[eDebate] 50 speaker point scale at Wake

Christopher Langone langonelaw at gmail.com
Fri Nov 2 15:46:57 CDT 2007


I'll through out a crazy idea, since people are discussion possible reforms
-- how about a 60 point scale that consists of a summation of two 30 point
scores based on the current consensus on what those scores supposedly mean
-- one for the constructive and one for the rebuttal -- this would also
allow for a way of really indicating when one particular speech bombs and
loses a debate (i.e give a 26 on the 2NR), but the person still might have
gotten a 28.5 on their constructive. Given the familiarity with the scale,
it would not seem diffucult to assign a number on a speech by speech basis
-- interestingly, one question that always arises is does a 28 mean avarge
for all debators at that level, or average given the quality of the debate
in a particular round? Often people get higher points for being the best in
a round even though the overall quality of the round might have been poor.
As speech-by-speech ranking might have certain educational benefits as well.
That said, and myself having never run or tabbed a tournament I have not
even considered all the practical/administrative problems such an approach
might entail.
I'd love to hear any reasons why the idea would be insane too...

Chris Langone



On 11/2/07, Charles Olney <olneyce at gmail.com> wrote:

>

> Ross suggests the following guidelines:

>

> 49-50: Brilliant. Hard to imagine a better performance.

> 47-48: NDT elim worthy performance.

> 45-47: Powerful but not extraordinary. Workmanlike break round or early

> elim.

> 43-44: Good stuff, but missing what it takes to break into the top

> national level.

> 40-42: Decent. More than one area needs improvement.

>

> This, at most, opens up the range by a couple more points.

>

> 50 = 30

> 49 = 29.5

>

> 48 = 29

> 47 = 28.75

>

> 46 = 28.25

> 45 = 28

>

> 44 = 27.75

> 43 = 27.5

>

> 42 = 27

> 41 = 26.5

> 40 = 26

>

> And it does so at the expense of upsetting a relatively strong

> community consensus about the general spread of points (a consensus

> which admittedly includes a constant upward drift). We all know what

> a 28 means, even if we have to accept that exactly how that is defined

> by each individual judge is always in question. We don't know what a

> 48 means, except that it's pretty good.

>

> Someone posted a year or two ago (maybe it was Dr. Larson?) that

> humans really do have a fairly limited capacity to make judgments like

> these. That the more space you offer, the more people will eventually

> bunch themselves back up in order to eliminate the confusion created

> by gaps between points with no real capacity to discriminate.

>

> Maybe I'm the only one, but I don't really see the current system as

> particularly broken. As has been pointed out, speaker points are a

> better way to predict who will win a given debate than actual win-loss

> record, which I think is pretty telling. For myself, I find it

> occasionally difficult to pick between a 28 and a 28.5 or a 27/27.5 or

> something, but I usually don't find it difficult to communicate my

> general thoughts via points.

>

> Frankly, most debaters are pretty good and very few are extraordinary.

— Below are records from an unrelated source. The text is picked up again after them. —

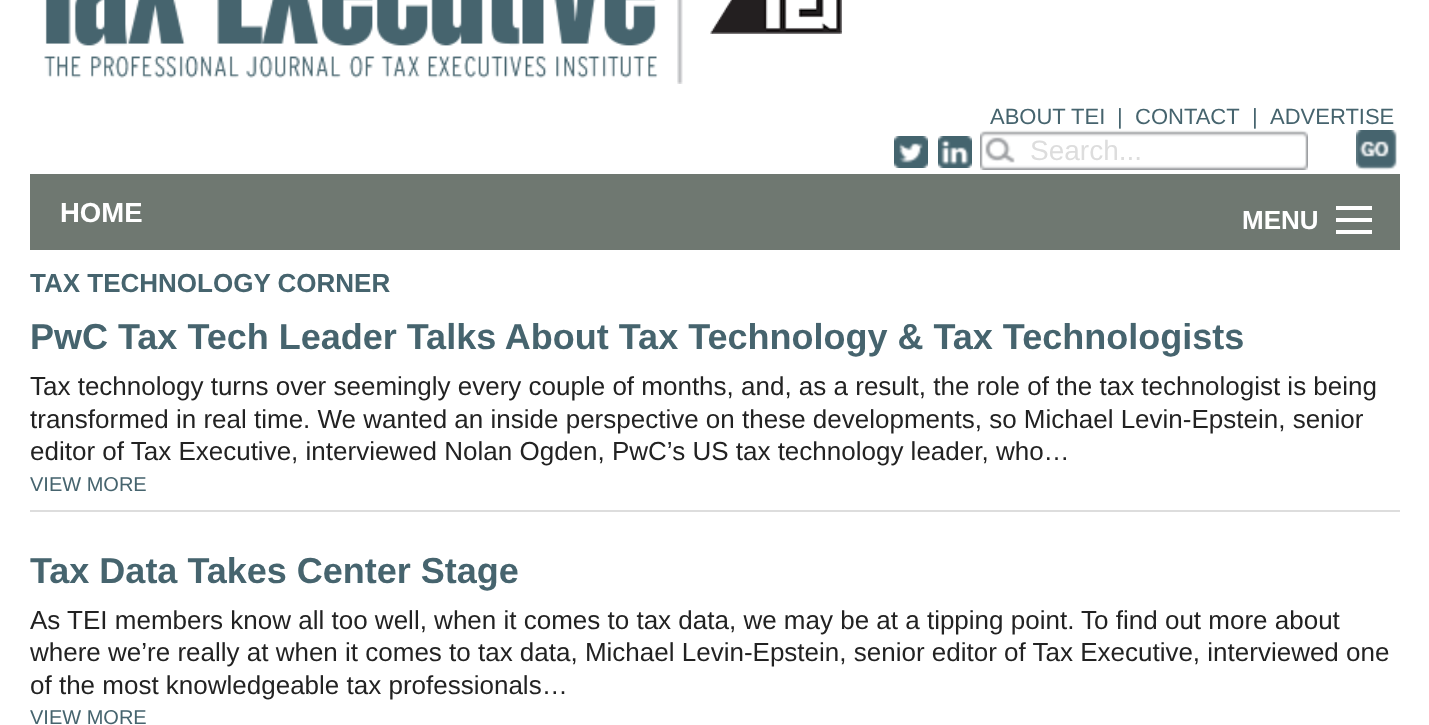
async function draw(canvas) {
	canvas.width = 1429;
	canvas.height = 725;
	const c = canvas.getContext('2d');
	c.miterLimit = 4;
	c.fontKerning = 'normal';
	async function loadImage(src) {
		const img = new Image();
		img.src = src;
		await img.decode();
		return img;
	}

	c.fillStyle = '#fff';
	c.fillRect(0, 0, 1429, 725);
	c.drawImage(await loadImage('img1.png'), 44, 0, 639, 84);
	c.drawImage(await loadImage('img2.png'), 710, 0, 132, 34);
	c.drawImage(await loadImage('img3.png'), 894, 136, 34, 32);
	c.drawImage(await loadImage('img4.png'), 938, 136, 34, 32);
	c.font = '22px Liberation Sans';
	c.fillStyle = '#46646e';
	for (const [text, x, y] of [
		['ABOUT TEI', 990, 124],
		['|', 1117, 124],
		['CONTACT', 1135, 124],
		['|', 1252, 124],
		['ADVERTISE', 1270, 124],
	]) {
		c.fillText(text, x, y);
	}
	c.drawImage(await loadImage('img5.png'), 980, 130, 328, 40);
	c.font = '28px Liberation Sans';
	c.fillStyle = '#ddd';
	c.fillText('Search...', 1030, 160);
	c.drawImage(await loadImage('img6.png'), 1356, 130, 41, 40);
	c.fillStyle = '#6f7871';
	c.fillRect(30, 174, 1370, 76);
	c.font = 'bold 27.5px Liberation Sans';
	c.fillStyle = '#fff';
	c.fillText('HOME', 60, 222);
	for (const [x, y, w, h, color] of [
		[1336, 230, 36, 4, '#fff'],
		[1336, 218, 36, 4, '#fff'],
		[1336, 206, 36, 4, '#fff'],
	]) {
		c.fillStyle = color;
		c.fillRect(x, y, w, h);
	}
	c.font = 'bold 26px Liberation Sans';
	c.fillText('MENU', 1242, 229);
	c.fillStyle = '#46646e';
	c.fillText('TAX TECHNOLOGY CORNER', 30, 292);
	c.font = 'bold 36px Liberation Sans';
	c.fillText('PwC Tax Tech Leader Talks About Tax Technology & Tax Technologists', 30, 349);
	c.font = '26px Liberation Sans';
	c.fillStyle = '#222';
	for (const [text, x, y] of [
		['Tax technology turns over seemingly every couple of months, and, as a result, the role of the tax technologist is being', 30, 395],
		['transformed in real time. We wanted an inside perspective on these developments, so Michael Levin-Epstein, senior', 30, 428],
		['editor of Tax Executive, interviewed Nolan Ogden, PwC’s US tax technology leader, who…', 30, 460],
	]) {
		c.fillText(text, x, y);
	}
	c.font = '20px Liberation Sans';
	c.fillStyle = '#46646e';
	c.fillText('VIEW MORE', 30, 491);
	c.fillStyle = '#ddd';
	c.fillRect(30, 510, 1370, 2);
	c.font = 'bold 36px Liberation Sans';
	c.fillStyle = '#46646e';
	c.fillText('Tax Data Takes Center Stage', 30, 583);
	c.font = '26px Liberation Sans';
	c.fillStyle = '#222';
	for (const [text, x, y] of [
		['As TEI members know all too well, when it comes to tax data, we may be at a tipping point. To find out more about', 30, 629],
		['where we’re really at when it comes to tax data, Michael Levin-Epstein, senior editor of Tax Executive, interviewed one', 30, 661],
		['of the most knowledgeable tax professionals…', 30, 694],
	]) {
		c.fillText(text, x, y);
	}
	c.font = '20px Liberation Sans';
	c.fillStyle = '#46646e';
	c.fillText('VIEW MORE', 30, 724);
}

draw(document.querySelector('canvas'));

> Given that, the range of "needs some serious work" at 26.5 and

> "extremely good" at 29 seems perfectly acceptable. That's six degrees

> of gradation, which includes some room on the outside for "something

> went terribly wrong" at 26 and "spectacular" at 29.5.

>

> I think to expect a tournament with 100 judges, each making subjective

> decisions on where to draw these lines to ever objectively reflect how

> well a person spoke is impossible. Adding more gradations only seems

> to encourage community confusion about exactly what distinguishes a

> given speech from another.

>

> This is not to say I'm against the Wake experiment. I'm curious to

> see if it has a meaningful effect on points, speaker awards, clearing

> teams, etc. But I don't think it will be any more "correct" than a

> normal tournament, because there's a degree of precision desired here

> that is simply impossible under any circumstances.

>

> As for the season-long judge variance idea, the main problem with that

> is that all things are not equal. If judging was totally random, it

> would all balance out, but it's not random. MPJ means judges see

> particular teams, particular styles, and particular levels of quality

> debates more often than others.

>

> This is the same problem with judge-variance over one tournament, so

> of course the bigger the sample size, the less it would be a problem.

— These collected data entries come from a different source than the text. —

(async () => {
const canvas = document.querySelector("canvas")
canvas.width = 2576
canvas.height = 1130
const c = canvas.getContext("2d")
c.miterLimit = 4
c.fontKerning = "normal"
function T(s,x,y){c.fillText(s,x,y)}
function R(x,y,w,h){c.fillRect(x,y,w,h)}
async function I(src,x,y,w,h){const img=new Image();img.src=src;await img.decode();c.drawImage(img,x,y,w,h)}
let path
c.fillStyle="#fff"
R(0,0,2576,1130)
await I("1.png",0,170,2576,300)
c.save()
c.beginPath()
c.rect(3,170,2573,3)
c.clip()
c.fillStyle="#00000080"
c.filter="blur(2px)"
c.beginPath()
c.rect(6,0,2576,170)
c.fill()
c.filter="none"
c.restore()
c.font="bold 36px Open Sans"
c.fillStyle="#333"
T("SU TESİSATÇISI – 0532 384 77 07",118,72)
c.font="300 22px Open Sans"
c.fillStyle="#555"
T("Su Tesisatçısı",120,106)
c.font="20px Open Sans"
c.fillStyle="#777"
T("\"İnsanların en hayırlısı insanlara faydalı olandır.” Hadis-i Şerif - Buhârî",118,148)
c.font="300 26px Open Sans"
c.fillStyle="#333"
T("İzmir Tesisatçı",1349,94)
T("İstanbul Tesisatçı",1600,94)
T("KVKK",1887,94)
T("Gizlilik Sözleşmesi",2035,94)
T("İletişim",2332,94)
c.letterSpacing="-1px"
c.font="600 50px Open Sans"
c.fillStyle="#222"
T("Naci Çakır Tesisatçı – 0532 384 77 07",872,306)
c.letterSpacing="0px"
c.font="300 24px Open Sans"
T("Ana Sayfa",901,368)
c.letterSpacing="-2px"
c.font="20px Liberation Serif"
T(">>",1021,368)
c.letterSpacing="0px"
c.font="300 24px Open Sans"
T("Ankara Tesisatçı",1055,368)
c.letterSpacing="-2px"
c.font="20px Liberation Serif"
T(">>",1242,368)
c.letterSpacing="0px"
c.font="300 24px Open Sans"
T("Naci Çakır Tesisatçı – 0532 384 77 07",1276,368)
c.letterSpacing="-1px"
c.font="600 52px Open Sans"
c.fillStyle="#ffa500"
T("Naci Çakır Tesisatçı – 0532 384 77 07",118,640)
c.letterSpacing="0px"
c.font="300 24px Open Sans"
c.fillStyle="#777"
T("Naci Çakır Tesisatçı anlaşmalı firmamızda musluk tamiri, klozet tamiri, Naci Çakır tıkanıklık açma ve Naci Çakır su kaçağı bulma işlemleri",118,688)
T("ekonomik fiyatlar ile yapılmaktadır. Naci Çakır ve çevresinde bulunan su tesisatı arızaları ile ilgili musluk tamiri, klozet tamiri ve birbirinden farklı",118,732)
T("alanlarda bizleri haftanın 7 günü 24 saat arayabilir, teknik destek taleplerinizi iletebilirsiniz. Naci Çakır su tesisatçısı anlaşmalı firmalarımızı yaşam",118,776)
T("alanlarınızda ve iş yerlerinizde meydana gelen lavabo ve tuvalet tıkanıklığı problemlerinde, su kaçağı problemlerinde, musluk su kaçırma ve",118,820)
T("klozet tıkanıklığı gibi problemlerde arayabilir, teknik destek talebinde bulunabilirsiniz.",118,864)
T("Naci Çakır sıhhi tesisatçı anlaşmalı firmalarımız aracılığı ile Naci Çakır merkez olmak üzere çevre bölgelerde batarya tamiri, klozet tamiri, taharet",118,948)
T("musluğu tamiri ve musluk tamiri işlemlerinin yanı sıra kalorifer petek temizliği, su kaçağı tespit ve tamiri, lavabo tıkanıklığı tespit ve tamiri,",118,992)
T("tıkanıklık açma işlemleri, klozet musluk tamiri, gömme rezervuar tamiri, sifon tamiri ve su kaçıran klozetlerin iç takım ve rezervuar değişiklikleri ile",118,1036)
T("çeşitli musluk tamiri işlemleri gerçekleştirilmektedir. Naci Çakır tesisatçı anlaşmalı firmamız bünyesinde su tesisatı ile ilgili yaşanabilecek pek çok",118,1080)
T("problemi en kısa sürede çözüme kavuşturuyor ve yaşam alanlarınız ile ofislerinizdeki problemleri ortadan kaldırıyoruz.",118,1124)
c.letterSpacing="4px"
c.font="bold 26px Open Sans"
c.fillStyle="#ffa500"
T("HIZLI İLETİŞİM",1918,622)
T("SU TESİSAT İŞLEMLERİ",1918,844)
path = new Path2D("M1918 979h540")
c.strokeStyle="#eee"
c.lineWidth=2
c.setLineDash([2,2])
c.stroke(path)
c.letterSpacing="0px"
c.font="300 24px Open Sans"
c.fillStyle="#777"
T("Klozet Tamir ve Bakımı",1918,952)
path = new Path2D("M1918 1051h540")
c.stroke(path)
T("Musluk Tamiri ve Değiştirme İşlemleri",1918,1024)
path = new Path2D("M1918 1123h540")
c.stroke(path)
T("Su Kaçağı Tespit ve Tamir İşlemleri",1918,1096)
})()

> But I have a feeling the sample size will remain FAR too small to

> produce data any more useful than just assessing the points the judge

> decided to assign. Even the people who judge the most can't have more

> than 80 or 90 prelim rounds over a year. With MPJ, and a variety of

> tournament contexts (most people adjust their scales depending on the

> general quality of debates they will be hearing that particular

> weekend), I have a hard time believing even that is enough time to

> generate a meaningful sample. And for the folks who hear 20 prelims a

> year, a few more low-point debates than expected could radically

> affect the rest of their points for the whole year.

>

> Once again, it would certainly be VERY interesting to see this data,

> but I'm skeptical it would produce more "accurate" results.

>

> Charles

>

> --

> And I just can't help believing

> Though believing sees me cursed

> --Johnny Boy

> "You Are the Generation That Bought More Shoes and You Get What You

> Deserve"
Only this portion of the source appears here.